The ruling came after U.S. District Judge John E.
Jones III heard 21 days of testimony in a closely
watched trial that pitted a group of parents
against the school board in the town of Dover, Pa.

In October 2004, the board had required school
officials to read a statement to ninth-graders
declaring that Charles Darwin's ideas on
evolution were "a theory … not a fact," and that
"gaps in the theory exist for which there is no evidence."

"Intelligent design is an explanation of the
origin of life that differs from Darwin's view," the statement said.

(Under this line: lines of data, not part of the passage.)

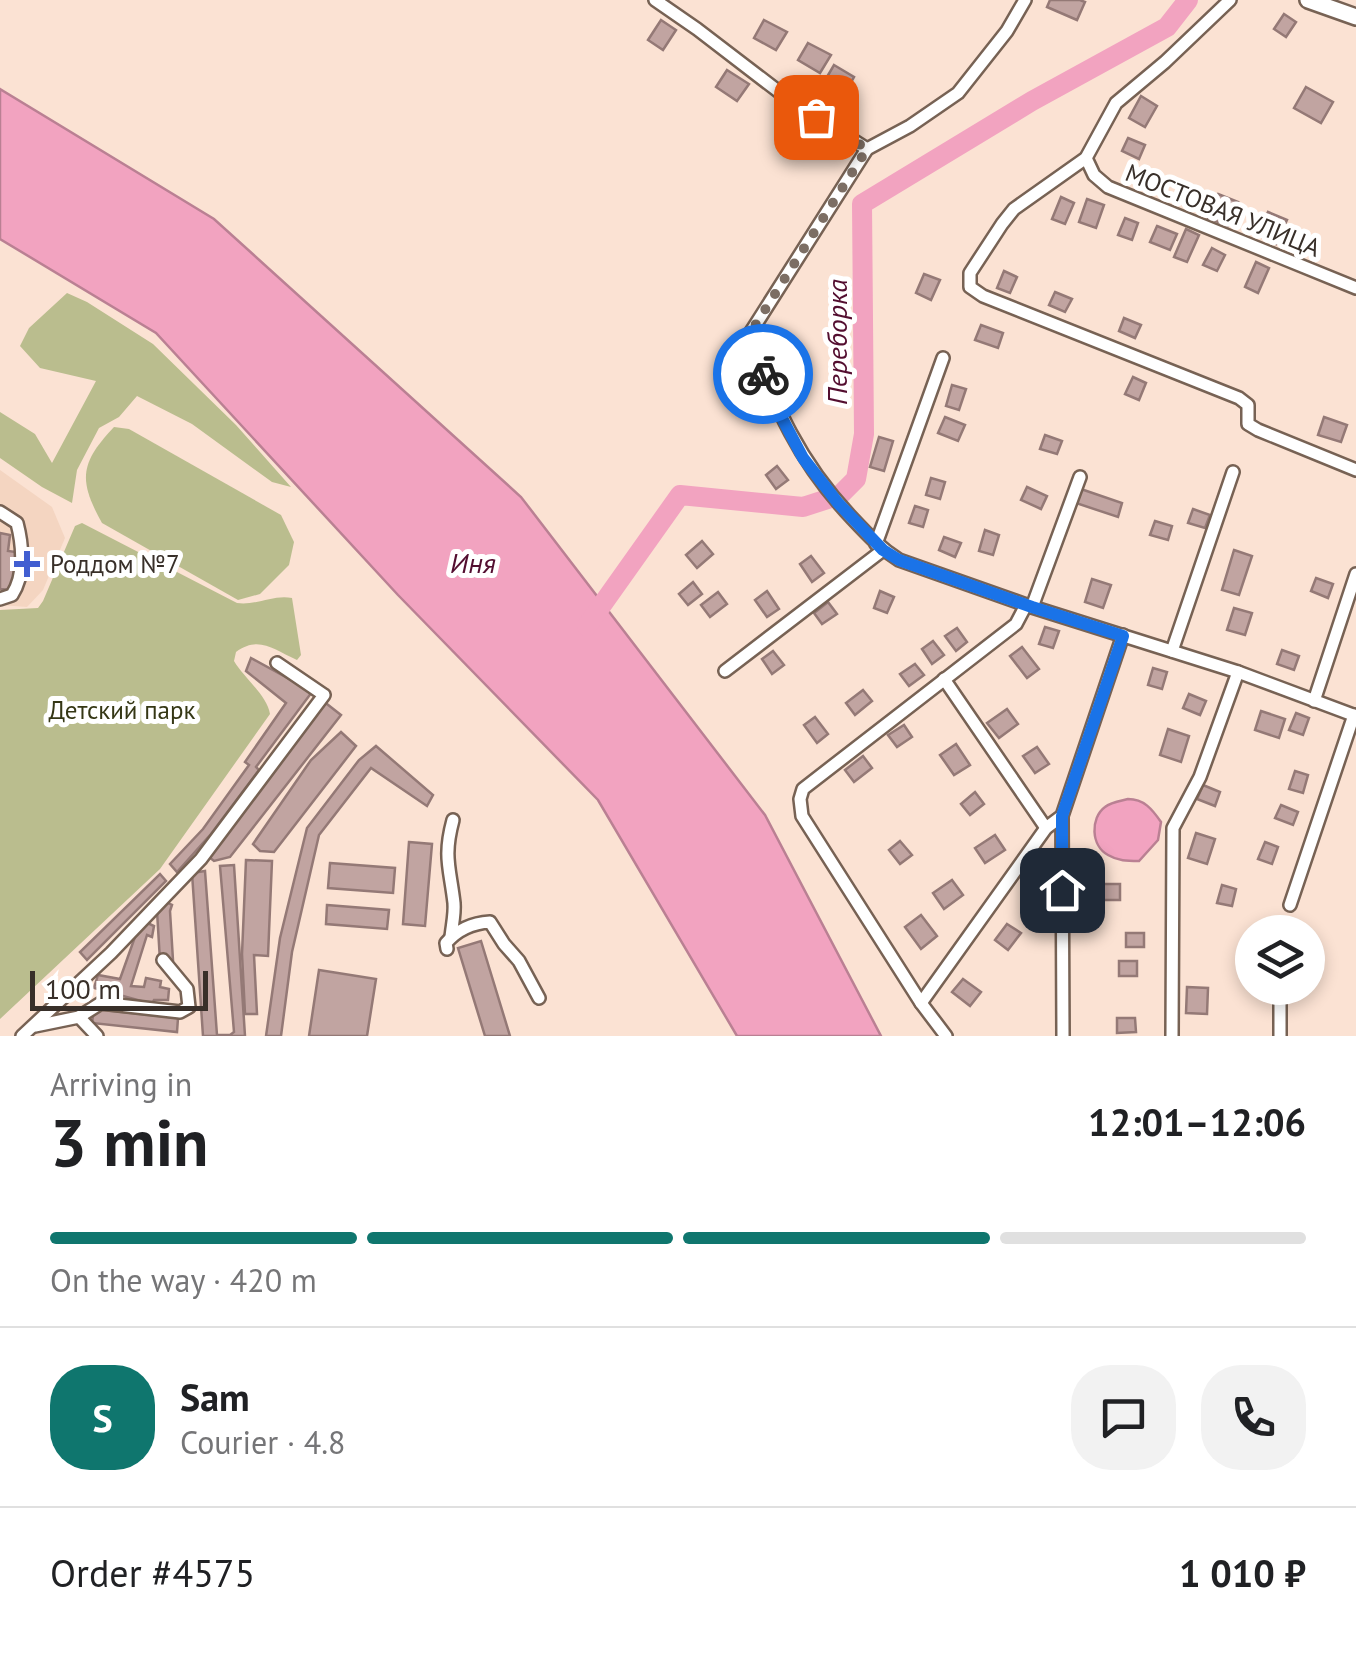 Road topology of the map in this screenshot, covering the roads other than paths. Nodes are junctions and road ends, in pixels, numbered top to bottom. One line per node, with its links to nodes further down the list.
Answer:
1 (654, 0): 6 (street)
2 (1025, 0): 6 (street)
3 (1230, 0): 7 (street)
4 (1308, 0): 5 (main road)
5 (1356, 16)
6 (867, 149): 14 (street)
7 (1086, 158): 8 (street, МОСТОВАЯ УЛИЦА); 10 (street)
8 (1356, 288)
9 (942, 358): 14 (street)
10 (1356, 470)
11 (1233, 472): 19 (street)
12 (1080, 477): 17 (street)
13 (0, 512): 16 (street)
14 (880, 547): 17 (street); 21 (street)
15 (1356, 574): 24 (street)
16 (0, 599)
17 (1029, 606): 18 (street); 23 (street)
18 (1123, 636): 19 (street); 26 (street)
19 (1172, 651): 22 (street)
20 (277, 663): 35 (street)
21 (725, 670)
22 (1238, 672): 24 (street); 40 (street)
23 (944, 679): 28 (street); 32 (street)
24 (1314, 700): 25 (street)
25 (1355, 716): 29 (street)
26 (1062, 816): 28 (street); 39 (street)
27 (453, 820): 31 (street)
28 (1046, 828): 32 (street)
29 (1290, 905)
30 (163, 960): 34 (street)
31 (539, 998)
32 (922, 1003): 38 (street)
33 (1280, 1005): 41 (street)
34 (79, 1017): 35 (street); 37 (street)
35 (32, 1026): 36 (street)
36 (22, 1036)
37 (96, 1036)
38 (946, 1036)
39 (1063, 1036)
40 (1172, 1036)
41 (1280, 1036) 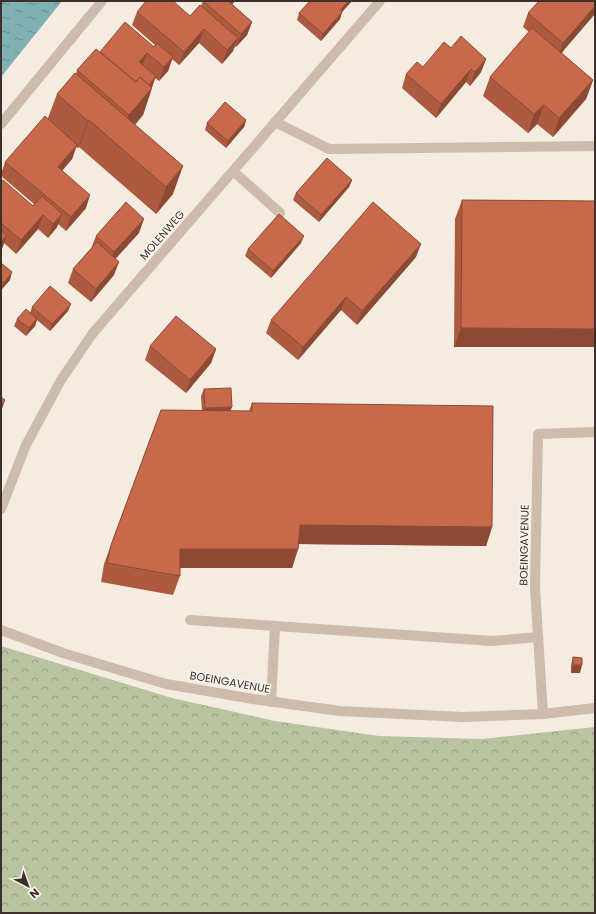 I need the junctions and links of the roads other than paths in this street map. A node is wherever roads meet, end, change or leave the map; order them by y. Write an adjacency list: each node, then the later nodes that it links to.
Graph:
1 (102, 1): 4 (street)
2 (380, 1): 3 (street, MOLENWEG)
3 (275, 122): 5 (street); 6 (street, MOLENWEG)
4 (1, 124)
5 (595, 146)
6 (233, 171): 7 (street); 9 (street, MOLENWEG)
7 (280, 213)
8 (595, 432): 13 (street, BOEINGAVENUE)
9 (1, 509)
10 (190, 620): 11 (street)
11 (274, 626): 13 (street); 14 (street)
12 (1, 630): 14 (street, BOEINGAVENUE)
13 (538, 637): 16 (street, BOEINGAVENUE)
14 (271, 702): 16 (street, BOEINGAVENUE)
15 (595, 708): 16 (street, BOEINGAVENUE)
16 (542, 714) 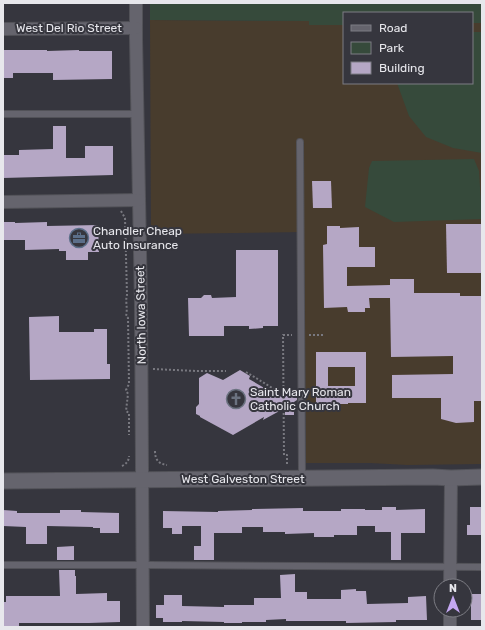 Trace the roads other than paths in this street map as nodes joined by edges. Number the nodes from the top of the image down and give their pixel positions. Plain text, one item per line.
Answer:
1 (136, 3) edge
2 (136, 28) junction
3 (3, 29) edge
4 (3, 114) edge
5 (137, 114) junction
6 (300, 142) dead end
7 (139, 200) junction
8 (3, 202) edge
9 (302, 472) junction
10 (482, 477) edge
11 (451, 478) junction
12 (142, 480) junction
13 (3, 481) edge
14 (3, 565) edge
15 (142, 565) junction
16 (482, 566) edge
17 (450, 567) junction
18 (450, 578) edge
19 (143, 627) edge

1 - 2 street, North Iowa Street
2 - 3 street, West Del Rio Street
2 - 5 street, North Iowa Street
4 - 5 lane
5 - 7 street, North Iowa Street
6 - 9 lane
7 - 8 street
7 - 12 street, North Iowa Street
9 - 11 street, West Galveston Street
9 - 12 street, West Galveston Street
10 - 11 street, West Galveston Street
11 - 17 street
12 - 13 street, West Galveston Street
12 - 15 street, North Iowa Street
14 - 15 lane
15 - 17 lane
15 - 19 street, North Iowa Street
16 - 17 lane
17 - 18 street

Jones, a church-going conservative who was
appointed to the federal bench by President Bush
in 2002, said the statement was clearly designed
to insert religious teachings into the classroom.
He used much of his 139-page ruling to dissect
arguments made for intelligent design.

Legal experts described the ruling as a sharp
defeat for the intelligent design movement ­ one
likely to have considerable influence with other
judges, although it is only legally binding in one area of Pennsylvania.

The "overwhelming evidence" has established that
intelligent design "is a religious view, a mere
relabeling of creationism, and not a scientific theory," Jones wrote.

Public remarks by school board members, he said,
made clear that they adopted the statement to advance specific religious

Testimony at the trial included remarks from a
board meeting, where one of the backers of the
intelligent design statement "said words to the
effect of '2,000 years ago someone died on a
cross. Can't someone take a stand for him?' " the judge noted.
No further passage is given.